**Task instructions**: If a record holds a picture, leave the picture out, but write out everything else exactly.

··· Data supplied

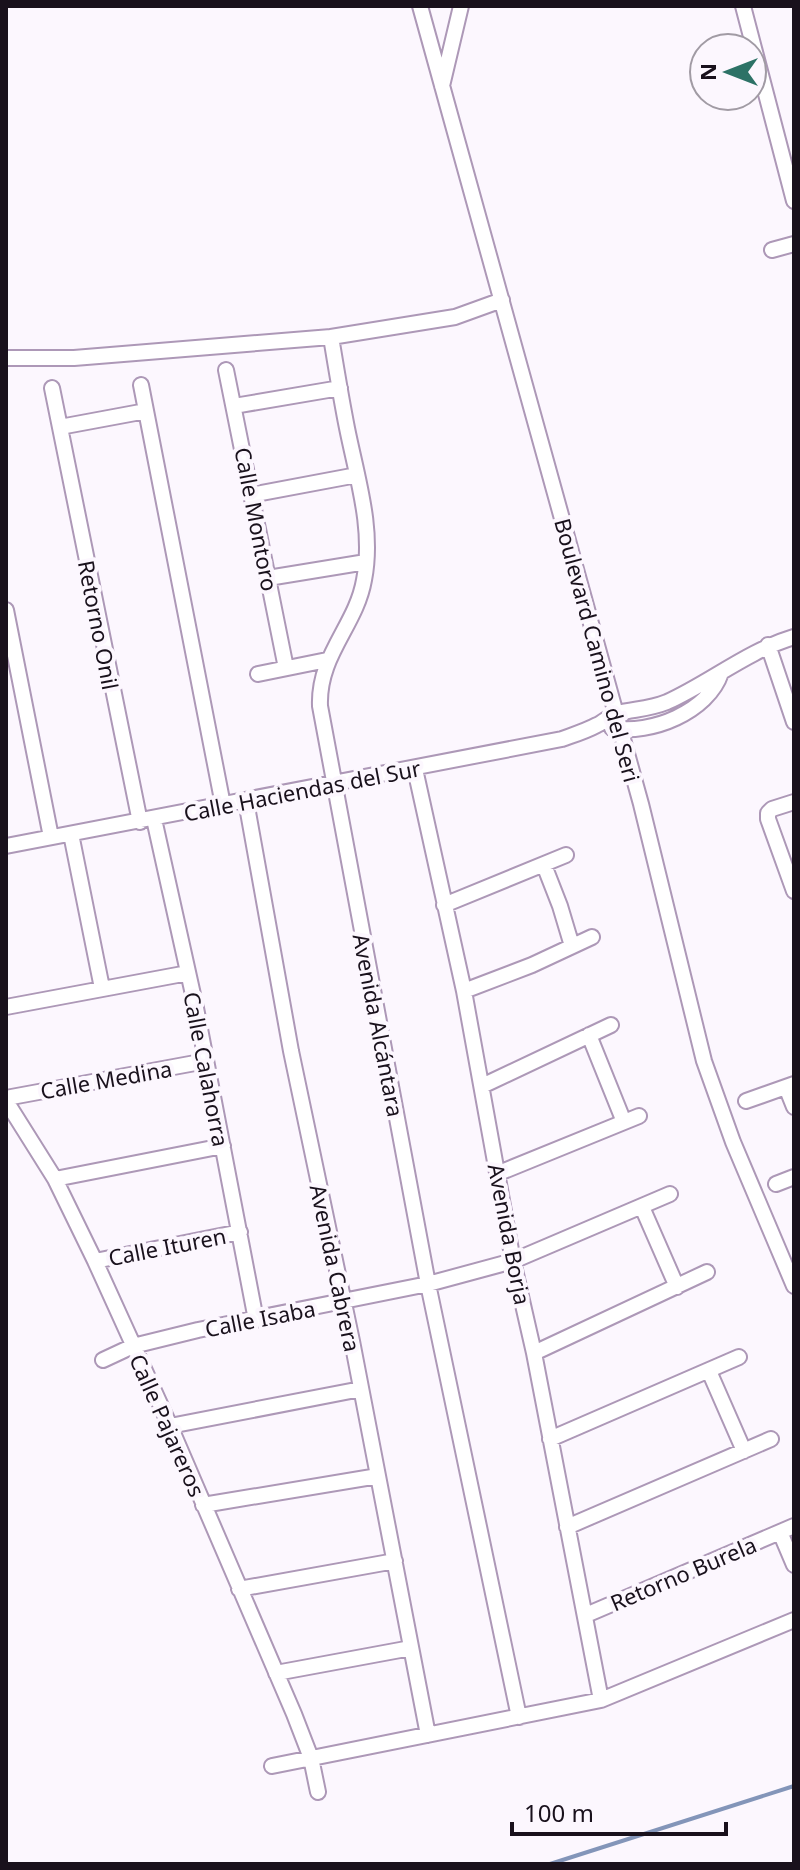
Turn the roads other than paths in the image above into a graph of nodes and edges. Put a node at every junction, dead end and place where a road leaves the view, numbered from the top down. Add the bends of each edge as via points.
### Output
1 (420, 6) edge
2 (461, 6) edge
3 (743, 6) edge
4 (442, 87) junction
5 (794, 201) edge
6 (794, 244) edge
7 (772, 250) dead end
8 (502, 300) junction
9 (331, 337) junction
10 (6, 358) edge
11 (226, 370) dead end
12 (141, 385) dead end
13 (52, 388) dead end
14 (340, 388) junction
15 (234, 406) junction
16 (146, 411) junction
17 (60, 427) junction
18 (357, 475) junction
19 (251, 495) junction
20 (366, 562) junction
21 (268, 578) junction
22 (6, 610) edge
23 (794, 637) edge
24 (768, 645) junction
25 (327, 660) junction
26 (286, 668) junction
27 (721, 673) junction
28 (258, 674) dead end
29 (615, 713) junction
30 (794, 722) edge
31 (596, 726) junction
32 (620, 730) junction
33 (415, 769) junction
34 (333, 785) junction
35 (246, 801) junction
36 (794, 802) edge
37 (223, 805) junction
38 (147, 820) junction
39 (71, 834) junction
40 (51, 837) junction
41 (6, 846) edge
42 (566, 855) dead end
43 (544, 865) junction
44 (794, 891) edge
45 (444, 905) junction
46 (592, 937) dead end
47 (572, 946) junction
48 (188, 973) junction
49 (102, 988) junction
50 (464, 991) junction
51 (6, 1007) edge
52 (611, 1025) dead end
53 (589, 1035) junction
54 (206, 1061) junction
55 (482, 1086) junction
56 (790, 1086) edge
57 (6, 1099) edge
58 (746, 1101) dead end
59 (794, 1107) edge
60 (639, 1116) dead end
61 (624, 1122) junction
62 (223, 1146) junction
63 (499, 1173) junction
64 (794, 1177) edge
65 (55, 1179) junction
66 (776, 1184) dead end
67 (670, 1194) dead end
68 (642, 1207) junction
69 (240, 1232) junction
70 (95, 1261) junction
71 (513, 1261) junction
72 (707, 1272) dead end
73 (428, 1284) junction
74 (794, 1286) edge
75 (677, 1287) junction
76 (344, 1302) junction
77 (256, 1320) junction
78 (133, 1346) junction
79 (534, 1353) junction
80 (739, 1357) dead end
81 (103, 1360) dead end
82 (709, 1371) junction
83 (361, 1389) junction
84 (170, 1426) junction
85 (550, 1439) junction
86 (771, 1439) dead end
87 (744, 1451) junction
88 (378, 1476) junction
89 (203, 1505) junction
90 (567, 1527) junction
91 (787, 1529) edge
92 (395, 1561) junction
93 (794, 1565) edge
94 (239, 1589) junction
95 (586, 1615) junction
96 (794, 1620) edge
97 (411, 1648) junction
98 (276, 1673) junction
99 (601, 1700) junction
100 (519, 1717) junction
101 (428, 1735) junction
102 (311, 1758) junction
103 (272, 1766) dead end
104 (318, 1792) dead end

1 - 4 street, Boulevard Camino del Seri
2 - 4 street
3 - 5 street
4 - 8 street, Boulevard Camino del Seri
6 - 7 street
8 - 9 street via 455,317
8 - 29 street, Boulevard Camino del Seri
9 - 10 street via 90,357
9 - 14 street, Avenida Alcántara
11 - 15 street, Calle Montoro
12 - 16 street
13 - 17 street, Retorno Onil
14 - 15 street
14 - 18 street, Avenida Alcántara
15 - 19 street, Calle Montoro
16 - 17 street
16 - 37 street
17 - 38 street, Retorno Onil
18 - 19 street
18 - 20 street, Avenida Alcántara via 365,511
19 - 21 street, Calle Montoro
20 - 21 street
20 - 25 street, Avenida Alcántara via 360,594
21 - 26 street, Calle Montoro
22 - 40 street
23 - 24 street, Calle Haciendas del Sur
24 - 27 street, Calle Haciendas del Sur
24 - 30 street
25 - 26 street
25 - 34 street, Avenida Alcántara via 319,686
26 - 28 street
27 - 29 street, Calle Haciendas del Sur via 666,703
27 - 32 street, Calle Haciendas del Sur via 711,695 678,716
29 - 31 street, Calle Haciendas del Sur
29 - 32 street, Boulevard Camino del Seri
31 - 32 street, Calle Haciendas del Sur
31 - 33 street, Calle Haciendas del Sur via 562,739
32 - 74 street, Boulevard Camino del Seri via 704,1061
33 - 34 street, Calle Haciendas del Sur
33 - 45 street, Avenida Borja
34 - 35 street, Calle Haciendas del Sur
34 - 73 street, Avenida Alcántara
35 - 37 street, Calle Haciendas del Sur
35 - 76 street, Avenida Cabrera
36 - 44 street via 772,809 768,819
37 - 38 street, Calle Haciendas del Sur
38 - 39 street, Calle Haciendas del Sur
38 - 48 street, Calle Calahorra
39 - 40 street, Calle Haciendas del Sur
39 - 49 street
40 - 41 street, Calle Haciendas del Sur
42 - 43 street
43 - 45 street
43 - 47 street
45 - 50 street, Avenida Borja
46 - 47 street
47 - 50 street
48 - 49 street
48 - 54 street, Calle Calahorra
49 - 51 street
50 - 55 street, Avenida Borja
52 - 53 street
53 - 55 street
53 - 61 street
54 - 57 street, Calle Medina
54 - 62 street, Calle Calahorra
55 - 63 street, Avenida Borja
56 - 58 street
56 - 59 street
57 - 65 street, Calle Pajareros
60 - 61 street
61 - 63 street
62 - 65 street
62 - 69 street, Calle Calahorra
63 - 71 street, Avenida Borja
64 - 66 street
65 - 70 street, Calle Pajareros
67 - 68 street, Calle Isaba
68 - 71 street, Calle Isaba
68 - 75 street
69 - 70 street, Calle Ituren
69 - 77 street, Calle Calahorra
70 - 78 street, Calle Pajareros
71 - 73 street, Calle Isaba
71 - 79 street, Avenida Borja
72 - 75 street
73 - 76 street, Calle Isaba
73 - 100 street, Avenida Alcántara
75 - 79 street
76 - 77 street, Calle Isaba
76 - 83 street, Avenida Cabrera
77 - 78 street, Calle Isaba
78 - 81 street, Calle Isaba
78 - 84 street, Calle Pajareros
79 - 85 street, Avenida Borja
80 - 82 street
82 - 85 street
82 - 87 street
83 - 84 street
83 - 88 street, Avenida Cabrera
84 - 89 street, Calle Pajareros
85 - 90 street, Avenida Borja
86 - 87 street
87 - 90 street
88 - 89 street
88 - 92 street, Avenida Cabrera
89 - 94 street, Calle Pajareros
90 - 95 street, Avenida Borja
91 - 93 street, Retorno Burela
91 - 95 street, Retorno Burela
92 - 94 street
92 - 97 street, Avenida Cabrera
94 - 98 street, Calle Pajareros
95 - 99 street, Avenida Borja
96 - 99 street
97 - 98 street
97 - 101 street, Avenida Cabrera
98 - 102 street, Calle Pajareros
99 - 100 street
100 - 101 street
101 - 102 street
102 - 103 street
102 - 104 street, Calle Pajareros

······

**Result of this task**:
Turn the roads other than paths in the image above into a graph of nodes and edges. Put a node at every junction, dead end and place where a road leaves the view, numbered from the top down. Add the bends of each edge as via points.
### Output
1 (420, 6) edge
2 (461, 6) edge
3 (743, 6) edge
4 (442, 87) junction
5 (794, 201) edge
6 (794, 244) edge
7 (772, 250) dead end
8 (502, 300) junction
9 (331, 337) junction
10 (6, 358) edge
11 (226, 370) dead end
12 (141, 385) dead end
13 (52, 388) dead end
14 (340, 388) junction
15 (234, 406) junction
16 (146, 411) junction
17 (60, 427) junction
18 (357, 475) junction
19 (251, 495) junction
20 (366, 562) junction
21 (268, 578) junction
22 (6, 610) edge
23 (794, 637) edge
24 (768, 645) junction
25 (327, 660) junction
26 (286, 668) junction
27 (721, 673) junction
28 (258, 674) dead end
29 (615, 713) junction
30 (794, 722) edge
31 (596, 726) junction
32 (620, 730) junction
33 (415, 769) junction
34 (333, 785) junction
35 (246, 801) junction
36 (794, 802) edge
37 (223, 805) junction
38 (147, 820) junction
39 (71, 834) junction
40 (51, 837) junction
41 (6, 846) edge
42 (566, 855) dead end
43 (544, 865) junction
44 (794, 891) edge
45 (444, 905) junction
46 (592, 937) dead end
47 (572, 946) junction
48 (188, 973) junction
49 (102, 988) junction
50 (464, 991) junction
51 (6, 1007) edge
52 (611, 1025) dead end
53 (589, 1035) junction
54 (206, 1061) junction
55 (482, 1086) junction
56 (790, 1086) edge
57 (6, 1099) edge
58 (746, 1101) dead end
59 (794, 1107) edge
60 (639, 1116) dead end
61 (624, 1122) junction
62 (223, 1146) junction
63 (499, 1173) junction
64 (794, 1177) edge
65 (55, 1179) junction
66 (776, 1184) dead end
67 (670, 1194) dead end
68 (642, 1207) junction
69 (240, 1232) junction
70 (95, 1261) junction
71 (513, 1261) junction
72 (707, 1272) dead end
73 (428, 1284) junction
74 (794, 1286) edge
75 (677, 1287) junction
76 (344, 1302) junction
77 (256, 1320) junction
78 (133, 1346) junction
79 (534, 1353) junction
80 (739, 1357) dead end
81 (103, 1360) dead end
82 (709, 1371) junction
83 (361, 1389) junction
84 (170, 1426) junction
85 (550, 1439) junction
86 (771, 1439) dead end
87 (744, 1451) junction
88 (378, 1476) junction
89 (203, 1505) junction
90 (567, 1527) junction
91 (787, 1529) edge
92 (395, 1561) junction
93 (794, 1565) edge
94 (239, 1589) junction
95 (586, 1615) junction
96 (794, 1620) edge
97 (411, 1648) junction
98 (276, 1673) junction
99 (601, 1700) junction
100 (519, 1717) junction
101 (428, 1735) junction
102 (311, 1758) junction
103 (272, 1766) dead end
104 (318, 1792) dead end

1 - 4 street, Boulevard Camino del Seri
2 - 4 street
3 - 5 street
4 - 8 street, Boulevard Camino del Seri
6 - 7 street
8 - 9 street via 455,317
8 - 29 street, Boulevard Camino del Seri
9 - 10 street via 90,357
9 - 14 street, Avenida Alcántara
11 - 15 street, Calle Montoro
12 - 16 street
13 - 17 street, Retorno Onil
14 - 15 street
14 - 18 street, Avenida Alcántara
15 - 19 street, Calle Montoro
16 - 17 street
16 - 37 street
17 - 38 street, Retorno Onil
18 - 19 street
18 - 20 street, Avenida Alcántara via 365,511
19 - 21 street, Calle Montoro
20 - 21 street
20 - 25 street, Avenida Alcántara via 360,594
21 - 26 street, Calle Montoro
22 - 40 street
23 - 24 street, Calle Haciendas del Sur
24 - 27 street, Calle Haciendas del Sur
24 - 30 street
25 - 26 street
25 - 34 street, Avenida Alcántara via 319,686
26 - 28 street
27 - 29 street, Calle Haciendas del Sur via 666,703
27 - 32 street, Calle Haciendas del Sur via 711,695 678,716
29 - 31 street, Calle Haciendas del Sur
29 - 32 street, Boulevard Camino del Seri
31 - 32 street, Calle Haciendas del Sur
31 - 33 street, Calle Haciendas del Sur via 562,739
32 - 74 street, Boulevard Camino del Seri via 704,1061
33 - 34 street, Calle Haciendas del Sur
33 - 45 street, Avenida Borja
34 - 35 street, Calle Haciendas del Sur
34 - 73 street, Avenida Alcántara
35 - 37 street, Calle Haciendas del Sur
35 - 76 street, Avenida Cabrera
36 - 44 street via 772,809 768,819
37 - 38 street, Calle Haciendas del Sur
38 - 39 street, Calle Haciendas del Sur
38 - 48 street, Calle Calahorra
39 - 40 street, Calle Haciendas del Sur
39 - 49 street
40 - 41 street, Calle Haciendas del Sur
42 - 43 street
43 - 45 street
43 - 47 street
45 - 50 street, Avenida Borja
46 - 47 street
47 - 50 street
48 - 49 street
48 - 54 street, Calle Calahorra
49 - 51 street
50 - 55 street, Avenida Borja
52 - 53 street
53 - 55 street
53 - 61 street
54 - 57 street, Calle Medina
54 - 62 street, Calle Calahorra
55 - 63 street, Avenida Borja
56 - 58 street
56 - 59 street
57 - 65 street, Calle Pajareros
60 - 61 street
61 - 63 street
62 - 65 street
62 - 69 street, Calle Calahorra
63 - 71 street, Avenida Borja
64 - 66 street
65 - 70 street, Calle Pajareros
67 - 68 street, Calle Isaba
68 - 71 street, Calle Isaba
68 - 75 street
69 - 70 street, Calle Ituren
69 - 77 street, Calle Calahorra
70 - 78 street, Calle Pajareros
71 - 73 street, Calle Isaba
71 - 79 street, Avenida Borja
72 - 75 street
73 - 76 street, Calle Isaba
73 - 100 street, Avenida Alcántara
75 - 79 street
76 - 77 street, Calle Isaba
76 - 83 street, Avenida Cabrera
77 - 78 street, Calle Isaba
78 - 81 street, Calle Isaba
78 - 84 street, Calle Pajareros
79 - 85 street, Avenida Borja
80 - 82 street
82 - 85 street
82 - 87 street
83 - 84 street
83 - 88 street, Avenida Cabrera
84 - 89 street, Calle Pajareros
85 - 90 street, Avenida Borja
86 - 87 street
87 - 90 street
88 - 89 street
88 - 92 street, Avenida Cabrera
89 - 94 street, Calle Pajareros
90 - 95 street, Avenida Borja
91 - 93 street, Retorno Burela
91 - 95 street, Retorno Burela
92 - 94 street
92 - 97 street, Avenida Cabrera
94 - 98 street, Calle Pajareros
95 - 99 street, Avenida Borja
96 - 99 street
97 - 98 street
97 - 101 street, Avenida Cabrera
98 - 102 street, Calle Pajareros
99 - 100 street
100 - 101 street
101 - 102 street
102 - 103 street
102 - 104 street, Calle Pajareros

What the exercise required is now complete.